Em primeiro lugar, a bola: Brazuca. Ok, muito de nós utilizamos o termo para nos referir a produtos nacionais, mas convenhamos que foi de uma criatividade próxima de ZERO. Não me lembro do significado de Jabulani, e essa é uma grande prova de que os povos do mundo não se preocupam muito com o sentido da palavra, mas muito mais com a sua sonoridade ou “sentimento” que o fonema possa trazer. Sinceramente, também achei Jabulani horrível.
 
Segundo um comunicado emitido pela Fifa “Brazuca é um termo informal, utilizado pelos brasileiros para descrever o orgulho nacional pelo estilo de vida do país. Simboliza emoção, orgulho e boa vontade com todos, de forma semelhante à abordagem local ao futebol.” Um statement um tanto duvidoso.
 
A Adidas encomendou um extenso estudo junto a Talk Inc., empresa especializada em pesquisa digital, para saber qual mensagem deveria transmitir com o nome da nova bola. O processo semelhante a um crowdsourcing de tamanho restrito utilizou 20 formadores de opinião com grande influencia nas redes digitais. A Talk Inc. acompanhou as discussões que aconteceram nos perfis selecionados e tentaram encontrar ali os subsídios para determinar quais seriam os critérios de seleção para o nome da bola.
 
Bisbilhotando essas conversas, a empresa definiu quatro temas que deveriam estar presentes no nome da nova bola: futebol, raízes, personificação e imaginário do Brasil. A partir daí surgiram três opções de nome: Bossa Nova, Caranavalesca e, a vencedora, Brazuca. Agora alguém me explica como é que Brazuca traz consigo estas temáticas todas? Pois é. Não traz.
 
O mesmo eu me pergunto sobre as opções de nome para o mascote da Copa. Aliás, mascote este que me pareceu de um bom senso tremendo – fugimos do lugar comum das araras e macacos, buscando um bichinho simpático como o querido tatu. Estamos longe de ser casca-dura como o tatuzinho (sem nenhuma ligação com a aguardente), mas temos mesmo essa resistência como característica.
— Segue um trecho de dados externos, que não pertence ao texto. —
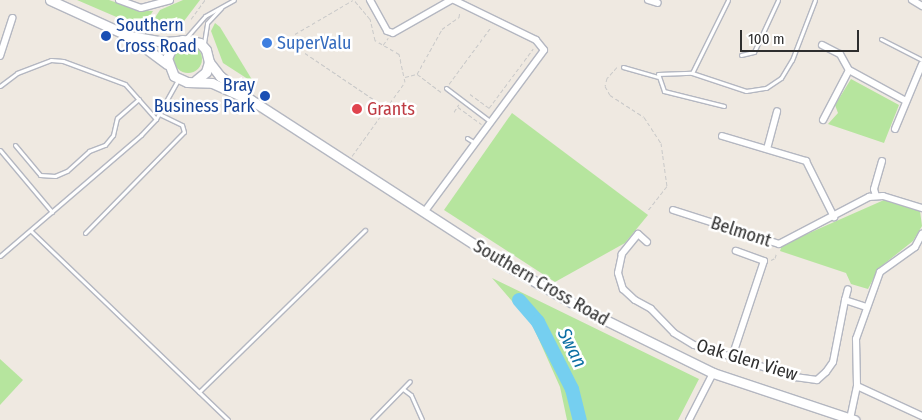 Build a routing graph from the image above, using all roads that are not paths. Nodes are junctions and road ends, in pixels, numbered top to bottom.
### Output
1 (50, 0) edge
2 (119, 0) edge
3 (170, 0) edge
4 (234, 0) edge
5 (370, 0) edge
6 (648, 0) edge
7 (728, 0) edge
8 (778, 0) edge
9 (815, 0) edge
10 (912, 0) edge
11 (452, 1) edge
12 (658, 4) dead end
13 (223, 6) junction
14 (922, 6) edge
15 (12, 18) dead end
16 (129, 36) junction
17 (881, 39) dead end
18 (183, 40) junction
19 (822, 46) dead end
20 (204, 47) junction
21 (741, 55) dead end
22 (0, 56) edge
23 (922, 60) edge
24 (209, 62) junction
25 (167, 64) junction
26 (922, 64) edge
27 (623, 67) road end
28 (849, 70) junction
29 (692, 73) junction
30 (658, 77) junction
31 (178, 80) junction
32 (196, 80) junction
33 (0, 86) edge
34 (446, 88) road end
35 (138, 99) junction
36 (251, 100) junction
37 (906, 101) junction
38 (724, 106) dead end
39 (777, 111) dead end
40 (160, 114) junction
41 (156, 119) junction
42 (823, 120) dead end
43 (492, 122) junction
44 (895, 129) dead end
45 (722, 136) dead end
46 (468, 138) dead end
47 (475, 144) junction
48 (15, 145) dead end
49 (0, 150) edge
50 (767, 150) junction
51 (882, 160) dead end
52 (876, 196) junction
53 (922, 208) edge
54 (673, 210) dead end
55 (425, 211) junction
56 (52, 212) junction
57 (834, 217) junction
58 (365, 230) dead end
59 (31, 231) junction
60 (85, 233) dead end
61 (922, 234) edge
62 (647, 242) dead end
63 (736, 251) dead end
64 (0, 256) edge
65 (848, 289) dead end
66 (845, 300) junction
67 (866, 307) junction
68 (732, 358) junction
69 (713, 373) junction
70 (410, 381) dead end
71 (857, 386) junction
72 (403, 389) junction
73 (199, 392) junction
74 (922, 416) edge
75 (852, 419) edge
76 (228, 420) edge
77 (372, 420) edge
78 (422, 420) edge
79 (689, 420) edge

1 - 16 main road
2 - 3 street
4 - 13 lane
5 - 11 street
6 - 12 street
7 - 29 lane
8 - 21 lane
9 - 29 lane
10 - 14 street
11 - 43 street
13 - 18 lane
13 - 20 lane
15 - 22 street
16 - 18 main road
16 - 25 main road
17 - 23 lane
18 - 20 main road
18 - 25 main road
19 - 28 street
20 - 24 main road, Southern Cross Road
24 - 32 main road
24 - 36 main road, Southern Cross Road
25 - 31 main road
26 - 37 street
27 - 30 lane
28 - 37 street
28 - 42 street
29 - 30 lane
30 - 38 lane
31 - 32 main road, Southern Cross Road
31 - 40 lane
32 - 36 main road, Southern Cross Road
33 - 35 lane
34 - 43 lane
35 - 41 lane
35 - 48 lane
36 - 55 main road, Southern Cross Road
37 - 44 street
39 - 50 street
40 - 41 lane
40 - 60 lane
41 - 56 lane
43 - 47 street
45 - 50 street
46 - 47 lane
47 - 55 street
49 - 56 lane
50 - 57 street
51 - 52 street
52 - 53 street
52 - 57 street, Belmont
54 - 57 street, Belmont
55 - 69 main road, Southern Cross Road
56 - 59 lane
58 - 73 lane
59 - 64 lane
59 - 73 lane
61 - 67 street
62 - 68 street, Oak Glen View
63 - 68 street
65 - 66 street, Oak Glen View
66 - 67 street
66 - 68 street, Oak Glen View
67 - 71 street
69 - 75 main road, Southern Cross Road
69 - 79 street
70 - 72 lane
71 - 74 street
71 - 75 street
72 - 77 lane
72 - 78 lane
73 - 76 lane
Ou como diriam Kleyton e Kledyr “viva a maravilha que somos eu e tu, e viva o rabo do tatu”.
 
Mas enfim, as opções para batizar o nosso tatuzinho são: Fuleco (junção de futebol e ecologia), Amijubi (que mistura amizade e júbilo) e Zuzeco (união de azul e ecologia). Fizeram com o tatuzinho, que contrariando o que todos divulgam, pelo menos pela sua imagem não é um tatu-bola, o mesmo que alguns pais fazem na hora de dar nome aos seus rebentos. A diferença é que mãe e pai têm seus motivos afetivos e emocionais para querer homenagear avô e avó, tios e parentes de toda sorte.
 
No caso da Fifa e da organização da Copa estamos falando de marketing, de comunicar algo de fato e, mais importante ainda, fazer com que essa comunicação seja compreensível pelo seu público.
 
Sinceramente, Fuleco, Amijubi e Zuzeco não me dizem nada. Duvido que signifiquem algo para qualquer brasileiro. Preferiria um daqueles apelidos que muitos ganham em suas peladas de final de semana, sinceros, sem premeditação, sem reuniões de brainstorm, mas que tocam de forma mais verdadeira com todo o humor característico dos brasileiros.
 
Sei que temos o aspecto internacional da pronúncia por outros povos, mas imagino quantos, ao chegar aqui no Brasil, irão perguntar ao taxista o que significa Amijubi e ouvirão um sonoro “Não Sei” como resposta. Ou qualquer outro brasileiro que tentará traduzir jubilo (alguém aí já incluiu Jubilo no seu vocabulário nos últimos 20 anos?) misturado à amizade.
 
Não vou votar em ninguém. Escolher o nome do mascote da Copa está pior do que escolher candidato nas eleições municipais de São Paulo.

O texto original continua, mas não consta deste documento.